# Thread: what are maxima, minima and inflection pts

1. ## what are maxima, minima and inflection pts

given the function the function:

$f(x) = xsinx$

we must find its maxima, minima and inflection pts and show that all these pts belong to four distinct curves of equation:

$\frac{x^2}{\sqrt{1+x^2}}$; $-\frac{x^2}{\sqrt{1+x^2}}$; $\frac{2x}{\sqrt{4+x^2}}$; $-\frac{2x}{\sqrt{4+x^2}}$

the maxima minima values are kinda easy. its the inflection points that are, first of all hard to find, and then prove that they belong to two of the curves (the last two).
can anybody come up with some hints to point me in the right direction.
thanks.

2. Hello,
Originally Posted by tombrownington
its the inflection points that are, first of all hard to find, and then prove that they belong to two of the curves (the last two).
can anybody come up with some hints to point me in the right direction.
We have $f(x) = x\sin x$ so $f'(x) = \sin x + x\cos x$ and $f''(x) = 2\cos x-x\sin x$. The point $(x,f(x))$ is an inflection point iff $f''(x)=0\Longleftrightarrow 2\cos x = x\sin x \,\,\,\,\,\,(1)$. As $x=0$ and $x=\frac{\pi}{2}+k\pi,\,k\in\mathbb{Z}$ aren't solutions of $f''(x)=0$, we can safely divide (1) by $x\cos x$ to get $f''(x)=0\Longleftrightarrow \tan x =\frac{2}{x}$. Now we want to show that if $\tan x_0 =\frac{2}{x_0} \,\,\,\,\,\,(2)$ then $(x_0,f(x_0))$ lies on the curve $y=\pm \frac{2x}{\sqrt{4+x^2}}$ that is to say that $x_0\sin x_0 =\pm \frac{2x_0}{\sqrt{4+x^2_0}}$. If you manage to find an expression of $\sin x$ in terms of $\tan x$ and then substitute (2) in this expression, you should get the desired result.

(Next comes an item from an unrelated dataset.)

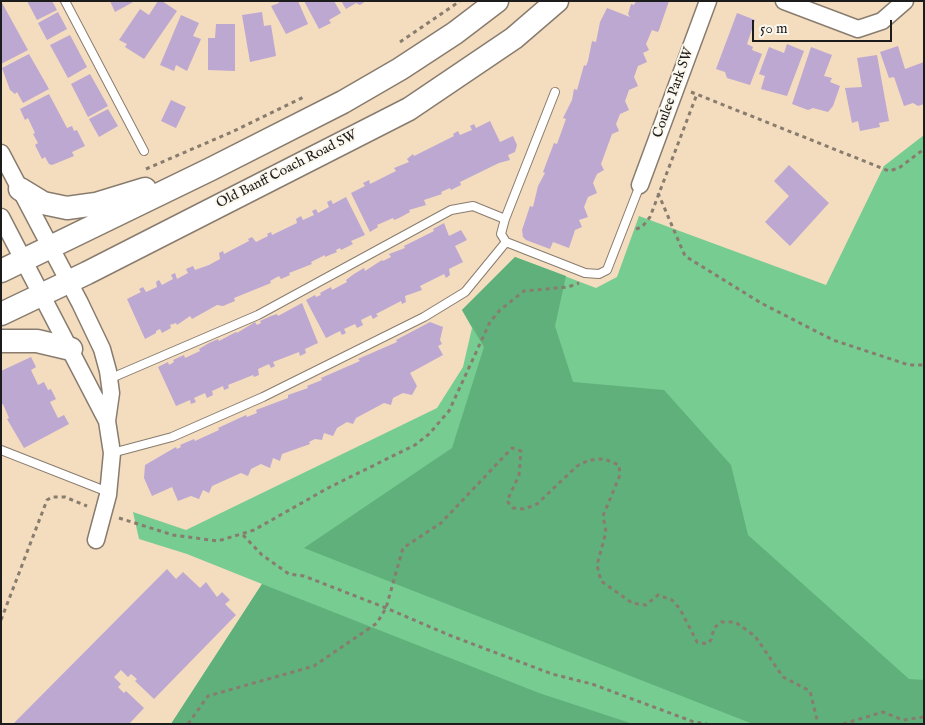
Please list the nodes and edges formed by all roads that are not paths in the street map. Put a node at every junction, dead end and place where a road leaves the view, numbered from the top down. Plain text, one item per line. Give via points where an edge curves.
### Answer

3. thanks flyingsquirrel, its definitely a big step forward.
however i'm not clear about one of your definitions. how is (x0,f(x0)) an inflection point iff f''(x)=0 for x=x0?
shouldn't it be f'(x0)=f''(x0)=0?
thanks anyway for the help

4. Originally Posted by tombrownington
however i'm not clear about one of your definitions. how is (x0,f(x0)) an inflection point iff f''(x)=0 for x=x0?
shouldn't it be f'(x0)=f''(x0)=0?
You're right, I can't use "iff" in this case. However, with you definition, $(0,0)$ is not an inflection point for $x\mapsto \sin x$ which is strange, isn't it ? The origin is an inflection point of the curve of the sine function.

Anyway, in my previous post I only used the implication "if $x_0$ is an inflection point then $f''(x_0)=0$" which is correct.